# Customized model base

For researchers or model base developers, the basic need is comparing their own models with existing benchmarks in `tabensemb`. In this part, a model base is built within the framework assuming that we want to integrate `TabNet` ([from dreamquark-ai team](https://github.com/dreamquark-ai/tabnet)) into `tabensemb` (indeed `pytorch_tabular` and `pytorch_widedeep` have done that) for regression tasks.

**Remark**: For `PyTorch`-based models, we have implemented most requirements of the framework so that users can integrate `torch.nn.Module`s more conveniently. Check "Customized `PyTorch`-based model base" for details.

## Example: Implement TabNet as a model base

In [1]:
import tabensemb
import numpy as np
import torch

prefix = "../../../../"
tabensemb.setting["default_output_path"] = prefix + "output"
tabensemb.setting["default_config_path"] = prefix + "configs"
tabensemb.setting["default_data_path"] = prefix + "data"

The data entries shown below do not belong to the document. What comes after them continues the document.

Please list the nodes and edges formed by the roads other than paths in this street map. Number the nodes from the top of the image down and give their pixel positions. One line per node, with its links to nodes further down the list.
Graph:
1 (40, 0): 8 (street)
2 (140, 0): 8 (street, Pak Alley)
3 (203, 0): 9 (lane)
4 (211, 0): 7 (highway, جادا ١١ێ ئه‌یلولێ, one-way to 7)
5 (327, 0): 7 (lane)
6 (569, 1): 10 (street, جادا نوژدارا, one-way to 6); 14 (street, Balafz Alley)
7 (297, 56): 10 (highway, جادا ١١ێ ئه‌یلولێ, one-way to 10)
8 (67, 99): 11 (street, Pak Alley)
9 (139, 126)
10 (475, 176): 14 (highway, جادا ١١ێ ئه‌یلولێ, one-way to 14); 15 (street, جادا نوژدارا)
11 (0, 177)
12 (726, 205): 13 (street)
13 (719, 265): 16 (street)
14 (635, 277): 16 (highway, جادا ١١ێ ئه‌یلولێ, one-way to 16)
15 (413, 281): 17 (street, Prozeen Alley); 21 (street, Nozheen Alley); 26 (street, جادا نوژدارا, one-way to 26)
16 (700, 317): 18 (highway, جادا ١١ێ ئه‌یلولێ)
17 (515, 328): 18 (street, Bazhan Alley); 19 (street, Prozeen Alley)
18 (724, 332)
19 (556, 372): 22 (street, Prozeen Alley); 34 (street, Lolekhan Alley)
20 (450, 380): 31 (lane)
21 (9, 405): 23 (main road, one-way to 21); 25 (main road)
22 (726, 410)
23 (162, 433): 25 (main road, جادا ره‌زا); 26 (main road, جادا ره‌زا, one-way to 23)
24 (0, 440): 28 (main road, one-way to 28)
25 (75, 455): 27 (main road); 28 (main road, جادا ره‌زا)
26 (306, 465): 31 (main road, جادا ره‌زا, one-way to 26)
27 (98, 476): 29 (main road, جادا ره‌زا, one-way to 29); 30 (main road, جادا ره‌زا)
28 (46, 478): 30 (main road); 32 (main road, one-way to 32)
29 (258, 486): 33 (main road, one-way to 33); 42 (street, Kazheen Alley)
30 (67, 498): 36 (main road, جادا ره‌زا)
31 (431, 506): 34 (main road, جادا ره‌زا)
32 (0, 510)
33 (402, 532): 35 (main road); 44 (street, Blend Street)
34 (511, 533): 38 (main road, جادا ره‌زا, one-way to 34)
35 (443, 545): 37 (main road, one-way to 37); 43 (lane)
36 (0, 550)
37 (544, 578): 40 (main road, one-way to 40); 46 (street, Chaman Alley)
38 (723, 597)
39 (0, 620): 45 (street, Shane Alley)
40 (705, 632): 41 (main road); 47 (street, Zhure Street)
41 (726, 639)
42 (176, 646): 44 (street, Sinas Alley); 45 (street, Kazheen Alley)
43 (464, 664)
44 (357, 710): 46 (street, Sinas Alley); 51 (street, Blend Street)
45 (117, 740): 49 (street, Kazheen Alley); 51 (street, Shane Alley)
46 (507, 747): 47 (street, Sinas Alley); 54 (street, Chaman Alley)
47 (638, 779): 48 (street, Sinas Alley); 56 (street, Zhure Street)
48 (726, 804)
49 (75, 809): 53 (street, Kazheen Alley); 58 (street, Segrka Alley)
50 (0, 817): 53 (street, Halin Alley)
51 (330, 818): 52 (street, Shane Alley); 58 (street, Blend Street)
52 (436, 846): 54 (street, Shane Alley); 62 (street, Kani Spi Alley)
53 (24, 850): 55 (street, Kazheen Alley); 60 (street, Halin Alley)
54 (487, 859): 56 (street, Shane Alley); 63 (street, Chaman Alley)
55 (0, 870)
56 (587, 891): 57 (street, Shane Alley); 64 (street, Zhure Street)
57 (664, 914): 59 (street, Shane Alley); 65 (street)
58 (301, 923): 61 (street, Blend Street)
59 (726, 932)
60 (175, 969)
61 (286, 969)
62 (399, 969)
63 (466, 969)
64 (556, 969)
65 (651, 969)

All model bases inherit `AbstractModel` and implement methods within the class. If necessary methods are not implemented, `NotImplementedError` will be raised during usage.

In [2]:
from tabensemb.model import AbstractModel

We use `scikit-optimize` (https://github.com/scikit-optimize/scikit-optimize) to do Bayesian hyperparameter optimization, so space classes are imported.

In [3]:
from skopt.space import Integer, Real, Categorical

First, we define the initialization of the model base. Always remember to pass all args and kwargs to ``__init__`` of `AbstractModel`. Also, we are not discussing classification tasks here, but they are straight forward.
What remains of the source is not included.